Inclusively Co-Founder and CEO Charlotte Dales was recently interviewed on The Use Case podcast, a RecruitingDaily podcast hosted by William Tincup, RecruitingDaily’s President and Editor-at-Large. In the conversation between Charlotte and William, Charlotte outlines the shift that is just starting to take place around accommodations in the workplace.
Traditionally, “employers have viewed accommodations from the lens of legal and compliance,” reflects Charlotte. “They’ve viewed it reactively, only reacting if someone requests one, but there’s not really a proactive strategy, both internally, within the team that manages accommodations.”
Accommodations Can Benefit Everyone
Charlotte and William discuss how accommodations have been managed in public schools as an alternative viewpoint that could be adopted in the workplace, and also how many accommodations could benefit employees far beyond just those living with a disability. As Charlotte states, “one of the biggest impacts that employers can have is making accommodations ubiquitous across their organization and making it everyone’s responsibility to know how to accommodate different people, because at the end of the day, accommodations don’t just benefit people with disabilities. They benefit everyone.”
Accommodations don’t just benefit people with disabilities. They benefit everyone.
— Charlotte Dales, Co-Founder & CEO
Apparent vs. Non-Apparent Disabilities and the Impact on Disclosure
The interview also dives into the complexities of apparent versus non-apparent disabilities, with William sharing that he grew up legally blind. “How do we talk eloquently about the visible versus invisible parts of both disabilities but also the accommodations that go along with it?” asks William. Inclusively has found that those with apparent versus non-apparent disabilities have really differing perceptions of potential pros and cons — and that the most important aspect of the complexity is the ability to create space to accommodate people regardless of whether their disability is apparent — and therefore difficult not to disclose.
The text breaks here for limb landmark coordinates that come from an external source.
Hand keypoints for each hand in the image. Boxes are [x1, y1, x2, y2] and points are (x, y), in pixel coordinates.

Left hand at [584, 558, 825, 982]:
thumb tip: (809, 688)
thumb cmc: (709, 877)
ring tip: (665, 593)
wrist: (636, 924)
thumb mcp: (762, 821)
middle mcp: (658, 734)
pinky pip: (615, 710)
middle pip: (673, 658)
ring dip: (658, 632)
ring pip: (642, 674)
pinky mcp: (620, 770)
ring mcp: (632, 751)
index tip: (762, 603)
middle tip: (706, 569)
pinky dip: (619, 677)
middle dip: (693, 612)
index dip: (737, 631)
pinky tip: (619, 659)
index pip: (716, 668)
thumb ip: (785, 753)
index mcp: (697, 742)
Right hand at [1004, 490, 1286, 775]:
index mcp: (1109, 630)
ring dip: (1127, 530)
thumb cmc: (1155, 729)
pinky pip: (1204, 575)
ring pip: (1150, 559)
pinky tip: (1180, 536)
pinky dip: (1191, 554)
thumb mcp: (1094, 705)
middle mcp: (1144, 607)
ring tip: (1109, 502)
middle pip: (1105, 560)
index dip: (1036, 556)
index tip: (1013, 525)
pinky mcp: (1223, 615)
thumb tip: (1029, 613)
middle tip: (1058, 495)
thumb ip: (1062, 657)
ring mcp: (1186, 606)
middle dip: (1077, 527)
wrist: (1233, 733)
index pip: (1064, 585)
“One of the norms we’re trying to change is that you should disclose up front,” versus disclosing after you’re hired or not at all, relates Charlotte. “Our candidates do that on our platform, because they know that we’re using that data and giving it to the employer with the ability to respond. We’ve built a trust bond with our candidates that if you’re disclosing this to us and you’re going to apply for a job, employers aren’t just receiving your resume, but they’re receiving these accommodation requests with information on how to provide them and how to shift potential processes in order to accommodate them.”
Accommodations Are Often Free Or Under $500
Another topic was the perceived cost of accommodations versus reality: “I think initially people’s perception is that accommodations are physical things that cost a lot of money,” reports Charlotte. “And instead it’s like, ‘No, there are things like bringing your support animal or apps for anxiety or all these things that are under $500 or free.’ And I think that it’s really interesting when we’re demoing that, and people will be like, ‘Wait, hang on. That’s an accommodation? That’s something we do already.’ They don’t realize that by actually not just having it be something that happens reactively, but proactively, you can attract more candidates with disabilities.”
The bottom line? “I think accommodations will eventually become a company’s currency to attracting and retaining talent,” says Charlotte. “The more flexible you are and the more adaptive you can be to different people’s needs, the more highly rated you will be as an employer.”